What this task involves:
Drop every picture and give the entries back exactly.
=-=-=
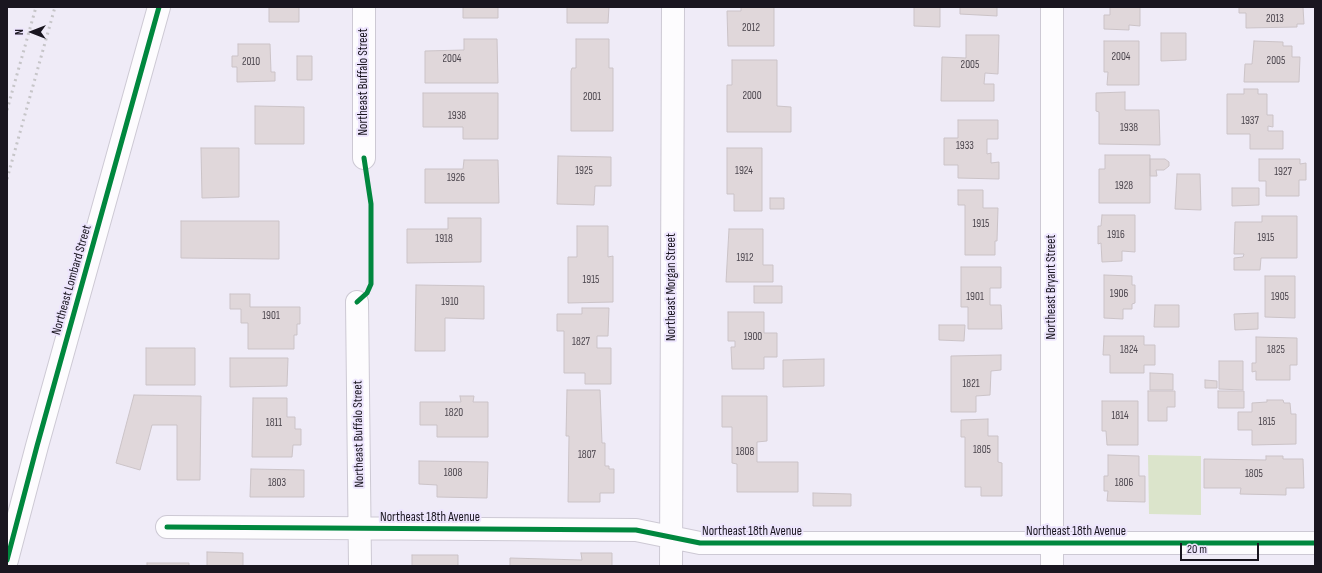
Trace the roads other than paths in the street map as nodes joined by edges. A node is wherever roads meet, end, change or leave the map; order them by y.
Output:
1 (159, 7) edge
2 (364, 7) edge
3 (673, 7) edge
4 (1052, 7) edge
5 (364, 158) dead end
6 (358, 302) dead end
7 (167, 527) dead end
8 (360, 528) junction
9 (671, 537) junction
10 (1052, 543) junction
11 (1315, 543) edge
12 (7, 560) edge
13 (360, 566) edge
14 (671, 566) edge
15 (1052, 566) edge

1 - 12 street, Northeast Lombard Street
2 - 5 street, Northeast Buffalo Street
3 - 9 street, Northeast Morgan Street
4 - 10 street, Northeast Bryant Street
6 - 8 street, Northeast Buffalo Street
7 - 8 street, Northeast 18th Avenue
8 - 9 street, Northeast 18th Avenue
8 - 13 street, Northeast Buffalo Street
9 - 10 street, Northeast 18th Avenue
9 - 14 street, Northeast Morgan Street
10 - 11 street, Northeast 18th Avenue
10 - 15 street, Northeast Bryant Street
=-=-=
Expected answer:
Trace the roads other than paths in the street map as nodes joined by edges. A node is wherever roads meet, end, change or leave the map; order them by y.
Output:
1 (159, 7) edge
2 (364, 7) edge
3 (673, 7) edge
4 (1052, 7) edge
5 (364, 158) dead end
6 (358, 302) dead end
7 (167, 527) dead end
8 (360, 528) junction
9 (671, 537) junction
10 (1052, 543) junction
11 (1315, 543) edge
12 (7, 560) edge
13 (360, 566) edge
14 (671, 566) edge
15 (1052, 566) edge

1 - 12 street, Northeast Lombard Street
2 - 5 street, Northeast Buffalo Street
3 - 9 street, Northeast Morgan Street
4 - 10 street, Northeast Bryant Street
6 - 8 street, Northeast Buffalo Street
7 - 8 street, Northeast 18th Avenue
8 - 9 street, Northeast 18th Avenue
8 - 13 street, Northeast Buffalo Street
9 - 10 street, Northeast 18th Avenue
9 - 14 street, Northeast Morgan Street
10 - 11 street, Northeast 18th Avenue
10 - 15 street, Northeast Bryant Street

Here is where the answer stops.